Few shrubs are better worth pruning, without which they become a tangled mass of shoots, and we do not get the fine full thyrses of bloom that are seen in French gardens. On fading, the flowers should be removed, and the small and weak shoots also, if the plants are too "stalky," the aim being to secure healthy and open growth during summer. Cutting back in winter is wrong, because the flowers are produced on the wood of the previous year, and cutting back to a stiff ugly outline does not deserve the name of pruning. To prune is to help the natural shape of the bush and let the light into it, so that it can concentrate its energy on a number of strong flowering shoots.

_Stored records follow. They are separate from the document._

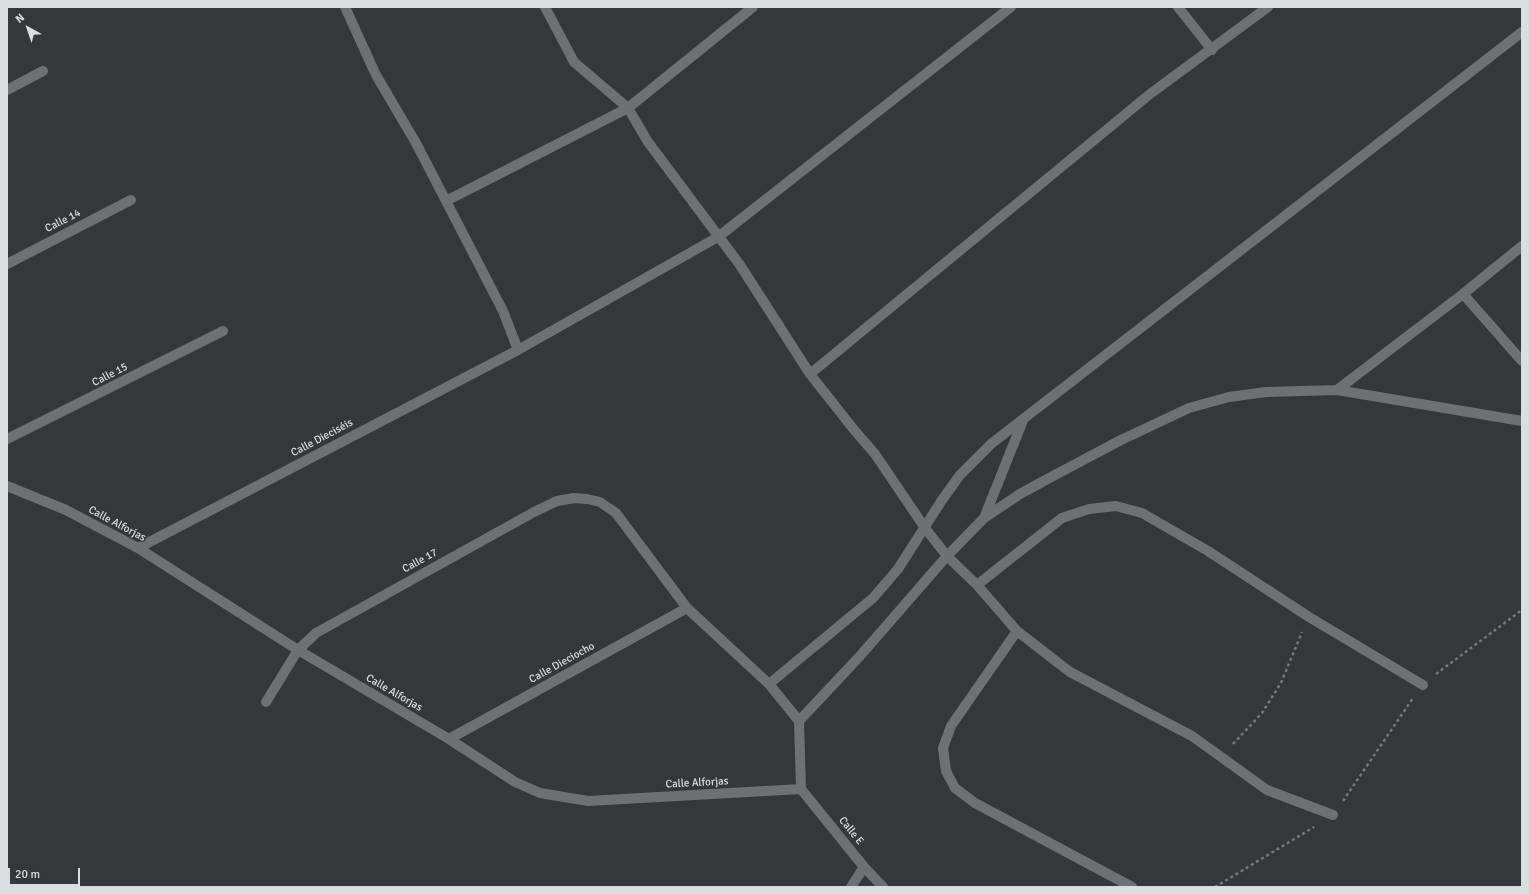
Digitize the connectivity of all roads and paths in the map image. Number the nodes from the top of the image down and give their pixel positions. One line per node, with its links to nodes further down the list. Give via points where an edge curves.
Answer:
1 (344, 7): 13 (street, via 376,75)
2 (545, 7): 11 (street, via 574,62)
3 (753, 7): 11 (street)
4 (1011, 7): 14 (street, Calle Dieciséis)
5 (1178, 7): 8 (street)
6 (1268, 7): 8 (street)
7 (1522, 32): 23 (street)
8 (1212, 50): 21 (street, via 1150,94)
9 (43, 71): 10 (street)
10 (7, 90)
11 (628, 108): 13 (street); 14 (street, via 648,142)
12 (131, 200): 16 (street, Calle 14)
13 (446, 201): 19 (street, via 503,311)
14 (718, 237): 19 (street, Calle Dieciséis); 21 (street, via 740,265)
15 (1522, 246): 17 (street)
16 (7, 264)
17 (1464, 294): 20 (street); 22 (street)
18 (223, 331): 25 (street, Calle 15)
19 (518, 350): 29 (street, Calle Dieciséis)
20 (1522, 361)
21 (810, 374): 28 (street, via 875,454)
22 (1337, 390): 24 (street); 27 (street, via 1266,392 1229,397 1189,408 1060,472)
23 (1024, 418): 27 (street); 28 (street, via 991,444 960,475)
24 (1522, 421)
25 (7, 439)
26 (7, 486): 29 (street, Calle Alforjas, via 66,510)
27 (984, 518): 30 (street)
28 (925, 528): 30 (street); 37 (street, via 898,569 873,598)
29 (138, 548): 36 (street, Calle Alforjas)
30 (947, 556): 31 (street); 40 (street, via 860,656)
31 (977, 585): 34 (street, via 1062,518 1089,509 1116,506 1142,513 1208,550); 35 (street)
32 (687, 608): 36 (street, Calle 17, via 616,513 600,502 574,498 557,501 534,512 344,616 316,633); 37 (street, Calle 17); 41 (street, Calle Dieciocho)
33 (1522, 610): 38 (path)
34 (1309, 617): 38 (street); 42 (path, via 1281,683 1262,713)
35 (1017, 631): 42 (street, via 1070,672 1164,720); 48 (street, via 951,726 943,748 946,771 955,788 975,804)
36 (298, 650): 39 (street, Calle 17); 41 (street, Calle Alforjas)
37 (769, 684): 40 (street, Calle 17)
38 (1422, 684): 44 (path)
39 (266, 702)
40 (799, 721): 43 (street)
41 (448, 739): 43 (street, Calle Alforjas, via 515,782 540,793 561,798 588,801)
42 (1222, 756): 44 (street, via 1268,790)
43 (801, 789): 45 (street, Calle E)
44 (1333, 815): 49 (path)
45 (864, 867): 46 (street); 47 (street, Calle E)
46 (851, 887)
47 (883, 887)
48 (1132, 887)
49 (1215, 887)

We read sometimes that the Lilac will do in any soil, and so it may in districts where the soil is warm and good, as in much of Ireland, where the Rouen Lilac (commonly called the Persian) makes such lovely trees. Cold places in valleys are not so good for them, especially where heavy soil occurs, because being early the bloom is often caught by late frosts. Therefore, in addition to warm soil, we should try and secure positions not too low down and somewhat sheltered. Coming from a warmer and sunnier land than our own—Transylvania and the regions near—very cold soils and situations are against success.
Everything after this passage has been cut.